* [Work required]
Starting at the first line and ending at the last, repeat the material word for word.

Content starts

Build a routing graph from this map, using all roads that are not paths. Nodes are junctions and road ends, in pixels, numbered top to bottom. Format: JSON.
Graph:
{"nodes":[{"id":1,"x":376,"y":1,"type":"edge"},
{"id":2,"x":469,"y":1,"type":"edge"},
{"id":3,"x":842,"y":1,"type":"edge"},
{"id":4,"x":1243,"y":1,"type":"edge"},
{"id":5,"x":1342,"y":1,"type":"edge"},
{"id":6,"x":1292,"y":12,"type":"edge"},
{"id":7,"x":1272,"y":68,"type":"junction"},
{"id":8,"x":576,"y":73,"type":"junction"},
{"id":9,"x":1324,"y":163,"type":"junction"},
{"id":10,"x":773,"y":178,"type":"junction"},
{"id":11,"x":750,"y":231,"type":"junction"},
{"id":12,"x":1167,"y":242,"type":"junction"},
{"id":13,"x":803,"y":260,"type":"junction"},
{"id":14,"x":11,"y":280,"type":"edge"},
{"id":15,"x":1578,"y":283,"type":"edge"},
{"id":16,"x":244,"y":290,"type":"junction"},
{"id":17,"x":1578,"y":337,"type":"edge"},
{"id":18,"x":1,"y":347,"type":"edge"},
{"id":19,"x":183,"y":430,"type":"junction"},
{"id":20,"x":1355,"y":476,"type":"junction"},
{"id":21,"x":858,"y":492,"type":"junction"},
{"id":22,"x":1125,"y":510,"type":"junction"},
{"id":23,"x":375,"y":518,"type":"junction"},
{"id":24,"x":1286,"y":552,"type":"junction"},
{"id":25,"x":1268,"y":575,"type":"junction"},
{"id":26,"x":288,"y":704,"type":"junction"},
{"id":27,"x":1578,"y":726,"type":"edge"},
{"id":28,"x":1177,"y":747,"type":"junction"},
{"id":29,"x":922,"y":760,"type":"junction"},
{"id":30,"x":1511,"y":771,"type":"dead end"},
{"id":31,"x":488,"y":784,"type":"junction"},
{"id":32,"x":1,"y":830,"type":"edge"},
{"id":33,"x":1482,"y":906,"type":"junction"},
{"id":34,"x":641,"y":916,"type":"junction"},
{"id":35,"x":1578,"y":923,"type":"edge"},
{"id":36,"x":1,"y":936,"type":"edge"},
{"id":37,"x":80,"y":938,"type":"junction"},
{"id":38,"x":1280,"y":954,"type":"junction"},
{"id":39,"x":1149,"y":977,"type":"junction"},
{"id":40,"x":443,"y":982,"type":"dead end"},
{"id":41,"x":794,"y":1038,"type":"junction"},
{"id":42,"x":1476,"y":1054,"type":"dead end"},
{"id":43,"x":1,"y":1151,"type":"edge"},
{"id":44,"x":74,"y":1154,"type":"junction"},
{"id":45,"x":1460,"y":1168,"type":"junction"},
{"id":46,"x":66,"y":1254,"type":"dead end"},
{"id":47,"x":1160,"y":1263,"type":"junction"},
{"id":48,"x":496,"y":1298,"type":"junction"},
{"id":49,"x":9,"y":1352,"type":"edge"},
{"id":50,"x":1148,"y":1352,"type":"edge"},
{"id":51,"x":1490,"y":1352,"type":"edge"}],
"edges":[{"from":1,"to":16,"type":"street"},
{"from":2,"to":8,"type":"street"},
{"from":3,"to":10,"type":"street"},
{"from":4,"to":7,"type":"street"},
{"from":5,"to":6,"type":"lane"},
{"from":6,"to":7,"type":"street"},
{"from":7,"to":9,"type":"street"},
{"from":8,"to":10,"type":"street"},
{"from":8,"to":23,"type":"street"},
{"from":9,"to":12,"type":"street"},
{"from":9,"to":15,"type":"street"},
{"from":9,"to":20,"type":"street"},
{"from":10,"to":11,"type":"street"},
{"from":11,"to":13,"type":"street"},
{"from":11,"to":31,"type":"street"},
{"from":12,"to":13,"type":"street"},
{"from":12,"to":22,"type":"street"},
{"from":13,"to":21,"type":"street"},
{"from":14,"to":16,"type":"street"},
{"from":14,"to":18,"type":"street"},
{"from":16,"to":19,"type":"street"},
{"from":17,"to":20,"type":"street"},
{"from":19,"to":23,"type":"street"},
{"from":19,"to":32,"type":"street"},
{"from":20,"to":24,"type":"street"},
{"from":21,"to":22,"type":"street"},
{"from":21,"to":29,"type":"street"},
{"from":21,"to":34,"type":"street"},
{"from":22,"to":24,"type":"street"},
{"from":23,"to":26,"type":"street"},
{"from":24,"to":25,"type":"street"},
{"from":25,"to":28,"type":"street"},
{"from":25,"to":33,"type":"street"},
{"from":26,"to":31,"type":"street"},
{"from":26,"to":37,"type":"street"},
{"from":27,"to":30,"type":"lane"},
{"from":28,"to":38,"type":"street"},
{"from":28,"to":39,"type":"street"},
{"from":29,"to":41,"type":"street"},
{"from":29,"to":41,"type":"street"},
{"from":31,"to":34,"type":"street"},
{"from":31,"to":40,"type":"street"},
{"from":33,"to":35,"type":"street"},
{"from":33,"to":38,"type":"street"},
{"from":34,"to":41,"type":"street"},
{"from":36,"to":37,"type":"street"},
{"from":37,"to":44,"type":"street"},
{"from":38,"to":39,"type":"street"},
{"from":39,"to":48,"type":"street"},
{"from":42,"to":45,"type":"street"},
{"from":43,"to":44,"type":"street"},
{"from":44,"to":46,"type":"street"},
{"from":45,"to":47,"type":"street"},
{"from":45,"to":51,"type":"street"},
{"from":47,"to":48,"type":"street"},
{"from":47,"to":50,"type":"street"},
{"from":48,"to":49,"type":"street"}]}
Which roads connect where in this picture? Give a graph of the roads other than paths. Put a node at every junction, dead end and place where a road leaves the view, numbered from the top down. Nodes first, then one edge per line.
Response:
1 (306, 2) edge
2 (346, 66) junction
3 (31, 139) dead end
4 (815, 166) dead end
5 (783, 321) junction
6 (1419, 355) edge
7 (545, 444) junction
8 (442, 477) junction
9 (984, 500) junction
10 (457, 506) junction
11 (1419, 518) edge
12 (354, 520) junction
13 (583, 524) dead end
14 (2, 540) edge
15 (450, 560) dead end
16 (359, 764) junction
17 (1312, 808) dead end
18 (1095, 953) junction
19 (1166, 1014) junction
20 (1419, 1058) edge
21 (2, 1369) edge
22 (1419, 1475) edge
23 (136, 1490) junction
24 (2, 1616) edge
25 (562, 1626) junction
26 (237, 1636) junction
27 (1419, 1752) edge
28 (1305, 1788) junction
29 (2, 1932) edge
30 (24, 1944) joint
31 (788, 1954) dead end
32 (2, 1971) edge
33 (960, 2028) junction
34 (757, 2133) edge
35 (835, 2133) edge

Content ends

* [Answer to the problem]
Build a routing graph from this map, using all roads that are not paths. Nodes are junctions and road ends, in pixels, numbered top to bottom. Format: JSON.
Graph:
{"nodes":[{"id":1,"x":376,"y":1,"type":"edge"},
{"id":2,"x":469,"y":1,"type":"edge"},
{"id":3,"x":842,"y":1,"type":"edge"},
{"id":4,"x":1243,"y":1,"type":"edge"},
{"id":5,"x":1342,"y":1,"type":"edge"},
{"id":6,"x":1292,"y":12,"type":"edge"},
{"id":7,"x":1272,"y":68,"type":"junction"},
{"id":8,"x":576,"y":73,"type":"junction"},
{"id":9,"x":1324,"y":163,"type":"junction"},
{"id":10,"x":773,"y":178,"type":"junction"},
{"id":11,"x":750,"y":231,"type":"junction"},
{"id":12,"x":1167,"y":242,"type":"junction"},
{"id":13,"x":803,"y":260,"type":"junction"},
{"id":14,"x":11,"y":280,"type":"edge"},
{"id":15,"x":1578,"y":283,"type":"edge"},
{"id":16,"x":244,"y":290,"type":"junction"},
{"id":17,"x":1578,"y":337,"type":"edge"},
{"id":18,"x":1,"y":347,"type":"edge"},
{"id":19,"x":183,"y":430,"type":"junction"},
{"id":20,"x":1355,"y":476,"type":"junction"},
{"id":21,"x":858,"y":492,"type":"junction"},
{"id":22,"x":1125,"y":510,"type":"junction"},
{"id":23,"x":375,"y":518,"type":"junction"},
{"id":24,"x":1286,"y":552,"type":"junction"},
{"id":25,"x":1268,"y":575,"type":"junction"},
{"id":26,"x":288,"y":704,"type":"junction"},
{"id":27,"x":1578,"y":726,"type":"edge"},
{"id":28,"x":1177,"y":747,"type":"junction"},
{"id":29,"x":922,"y":760,"type":"junction"},
{"id":30,"x":1511,"y":771,"type":"dead end"},
{"id":31,"x":488,"y":784,"type":"junction"},
{"id":32,"x":1,"y":830,"type":"edge"},
{"id":33,"x":1482,"y":906,"type":"junction"},
{"id":34,"x":641,"y":916,"type":"junction"},
{"id":35,"x":1578,"y":923,"type":"edge"},
{"id":36,"x":1,"y":936,"type":"edge"},
{"id":37,"x":80,"y":938,"type":"junction"},
{"id":38,"x":1280,"y":954,"type":"junction"},
{"id":39,"x":1149,"y":977,"type":"junction"},
{"id":40,"x":443,"y":982,"type":"dead end"},
{"id":41,"x":794,"y":1038,"type":"junction"},
{"id":42,"x":1476,"y":1054,"type":"dead end"},
{"id":43,"x":1,"y":1151,"type":"edge"},
{"id":44,"x":74,"y":1154,"type":"junction"},
{"id":45,"x":1460,"y":1168,"type":"junction"},
{"id":46,"x":66,"y":1254,"type":"dead end"},
{"id":47,"x":1160,"y":1263,"type":"junction"},
{"id":48,"x":496,"y":1298,"type":"junction"},
{"id":49,"x":9,"y":1352,"type":"edge"},
{"id":50,"x":1148,"y":1352,"type":"edge"},
{"id":51,"x":1490,"y":1352,"type":"edge"}],
"edges":[{"from":1,"to":16,"type":"street"},
{"from":2,"to":8,"type":"street"},
{"from":3,"to":10,"type":"street"},
{"from":4,"to":7,"type":"street"},
{"from":5,"to":6,"type":"lane"},
{"from":6,"to":7,"type":"street"},
{"from":7,"to":9,"type":"street"},
{"from":8,"to":10,"type":"street"},
{"from":8,"to":23,"type":"street"},
{"from":9,"to":12,"type":"street"},
{"from":9,"to":15,"type":"street"},
{"from":9,"to":20,"type":"street"},
{"from":10,"to":11,"type":"street"},
{"from":11,"to":13,"type":"street"},
{"from":11,"to":31,"type":"street"},
{"from":12,"to":13,"type":"street"},
{"from":12,"to":22,"type":"street"},
{"from":13,"to":21,"type":"street"},
{"from":14,"to":16,"type":"street"},
{"from":14,"to":18,"type":"street"},
{"from":16,"to":19,"type":"street"},
{"from":17,"to":20,"type":"street"},
{"from":19,"to":23,"type":"street"},
{"from":19,"to":32,"type":"street"},
{"from":20,"to":24,"type":"street"},
{"from":21,"to":22,"type":"street"},
{"from":21,"to":29,"type":"street"},
{"from":21,"to":34,"type":"street"},
{"from":22,"to":24,"type":"street"},
{"from":23,"to":26,"type":"street"},
{"from":24,"to":25,"type":"street"},
{"from":25,"to":28,"type":"street"},
{"from":25,"to":33,"type":"street"},
{"from":26,"to":31,"type":"street"},
{"from":26,"to":37,"type":"street"},
{"from":27,"to":30,"type":"lane"},
{"from":28,"to":38,"type":"street"},
{"from":28,"to":39,"type":"street"},
{"from":29,"to":41,"type":"street"},
{"from":29,"to":41,"type":"street"},
{"from":31,"to":34,"type":"street"},
{"from":31,"to":40,"type":"street"},
{"from":33,"to":35,"type":"street"},
{"from":33,"to":38,"type":"street"},
{"from":34,"to":41,"type":"street"},
{"from":36,"to":37,"type":"street"},
{"from":37,"to":44,"type":"street"},
{"from":38,"to":39,"type":"street"},
{"from":39,"to":48,"type":"street"},
{"from":42,"to":45,"type":"street"},
{"from":43,"to":44,"type":"street"},
{"from":44,"to":46,"type":"street"},
{"from":45,"to":47,"type":"street"},
{"from":45,"to":51,"type":"street"},
{"from":47,"to":48,"type":"street"},
{"from":47,"to":50,"type":"street"},
{"from":48,"to":49,"type":"street"}]}
Which roads connect where in this picture? Give a graph of the roads other than paths. Put a node at every junction, dead end and place where a road leaves the view, numbered from the top down. Nodes first, then one edge per line.
Response:
1 (306, 2) edge
2 (346, 66) junction
3 (31, 139) dead end
4 (815, 166) dead end
5 (783, 321) junction
6 (1419, 355) edge
7 (545, 444) junction
8 (442, 477) junction
9 (984, 500) junction
10 (457, 506) junction
11 (1419, 518) edge
12 (354, 520) junction
13 (583, 524) dead end
14 (2, 540) edge
15 (450, 560) dead end
16 (359, 764) junction
17 (1312, 808) dead end
18 (1095, 953) junction
19 (1166, 1014) junction
20 (1419, 1058) edge
21 (2, 1369) edge
22 (1419, 1475) edge
23 (136, 1490) junction
24 (2, 1616) edge
25 (562, 1626) junction
26 (237, 1636) junction
27 (1419, 1752) edge
28 (1305, 1788) junction
29 (2, 1932) edge
30 (24, 1944) joint
31 (788, 1954) dead end
32 (2, 1971) edge
33 (960, 2028) junction
34 (757, 2133) edge
35 (835, 2133) edge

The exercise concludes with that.